Research scientist Jingwan (Cynthia) Lu first came to Adobe Research as an intern while pursuing her doctorate in computer science at Princeton. She completed four internships with the research team, publishing four research papers in leading venues and producing a landmark technology, Real Brush, which became a digital painting feature in Adobe Photoshop Sketch. Now a full-time researcher, she’s on a quest to develop sophisticated machine-learning-powered tools for creatives.
What do you focus on at Adobe Research?
In graduate school, I figured out that I wanted to work on digital painting, but from a novel, data-driven perspective. That’s different from traditional, simulation-based digital painting that models physical interactions between canvas, pigments, and painting instruments. I asked, “We have pictures of actual brushstrokes out there, pictures of paint — how can we use that data to enrich the appearance of digital painting?” That’s how Real Brush was born.
Now, I want to bring a data-driven, intelligent support approach to other creative processes, especially image editing and synthesis. I want to know how we can use machine intelligence and the vast amount of data available today to help make the process of working with images more intuitive, and to free artists for the real creative task.
Scribbler is one of my first projects in this area. I hired an intern, Patsorn Sangkloy from Georgia Tech, to partner with me on this. Scribbler was chosen for an Adobe MAX demo in 2017. It’s an interactive system that colors and textures your images, powered by machine learning and Adobe Sensei.
Cynthia demos #ProjectScribbler during Sneaks at Adobe MAX 2017.
You are involved in cutting-edge work on GANs, generative adversarial networks. Could you tell us about this area?
On a broad level, we want to know: How can we edit images in a more intelligent way? Instead of pixel-level editing, can we allow the swipe of a finger, a simple click, or a scribble to achieve intelligent editing?
GANs are a form of artificial intelligence using machine learning, and they may hold the key. We feed lots of data into these networks. Once trained on the thousands of images we expose them to, the system can create new image content. We can leverage that for developing powerful tools.
This kind of machine learning can be very complex.

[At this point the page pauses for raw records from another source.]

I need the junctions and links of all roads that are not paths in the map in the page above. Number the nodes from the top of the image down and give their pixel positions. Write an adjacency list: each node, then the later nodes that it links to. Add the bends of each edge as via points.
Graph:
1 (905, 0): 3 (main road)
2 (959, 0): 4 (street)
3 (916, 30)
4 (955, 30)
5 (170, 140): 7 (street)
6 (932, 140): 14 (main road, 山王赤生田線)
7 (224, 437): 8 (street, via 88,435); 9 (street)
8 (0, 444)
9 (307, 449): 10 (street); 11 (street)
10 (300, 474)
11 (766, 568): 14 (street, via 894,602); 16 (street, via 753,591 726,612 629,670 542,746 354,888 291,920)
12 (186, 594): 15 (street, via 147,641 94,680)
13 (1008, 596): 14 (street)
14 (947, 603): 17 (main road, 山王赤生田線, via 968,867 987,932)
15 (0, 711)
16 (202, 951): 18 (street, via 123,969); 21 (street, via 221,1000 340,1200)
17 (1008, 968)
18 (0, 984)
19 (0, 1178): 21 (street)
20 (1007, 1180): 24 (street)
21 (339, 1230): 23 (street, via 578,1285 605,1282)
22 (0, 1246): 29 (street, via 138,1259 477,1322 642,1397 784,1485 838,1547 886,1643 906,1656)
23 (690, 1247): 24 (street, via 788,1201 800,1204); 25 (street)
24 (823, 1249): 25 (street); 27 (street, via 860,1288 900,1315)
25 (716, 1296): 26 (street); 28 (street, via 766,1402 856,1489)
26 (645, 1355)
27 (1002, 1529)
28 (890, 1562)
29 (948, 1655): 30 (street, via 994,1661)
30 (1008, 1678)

Scribbler uses a specific type of conditional GANs. It has one network that learns to understand input images and generates modifications constrained by them, and another network that learns to discriminate whether the generated image looks real.
I am a leader of an internal initiative that focuses on using GANs to help with image editing and image synthesis. We want to come up with an overall vision, share ideas, and collaborate on projects, including Scribbler and others.
I also work on makeup transfer, where you can take makeup from a face in an image and apply it to another image. This also relies on conditional GANs. It was shown in a diversity talk at Adobe, chosen as a positive example of the benefits of having a diverse workforce working on these kinds of questions.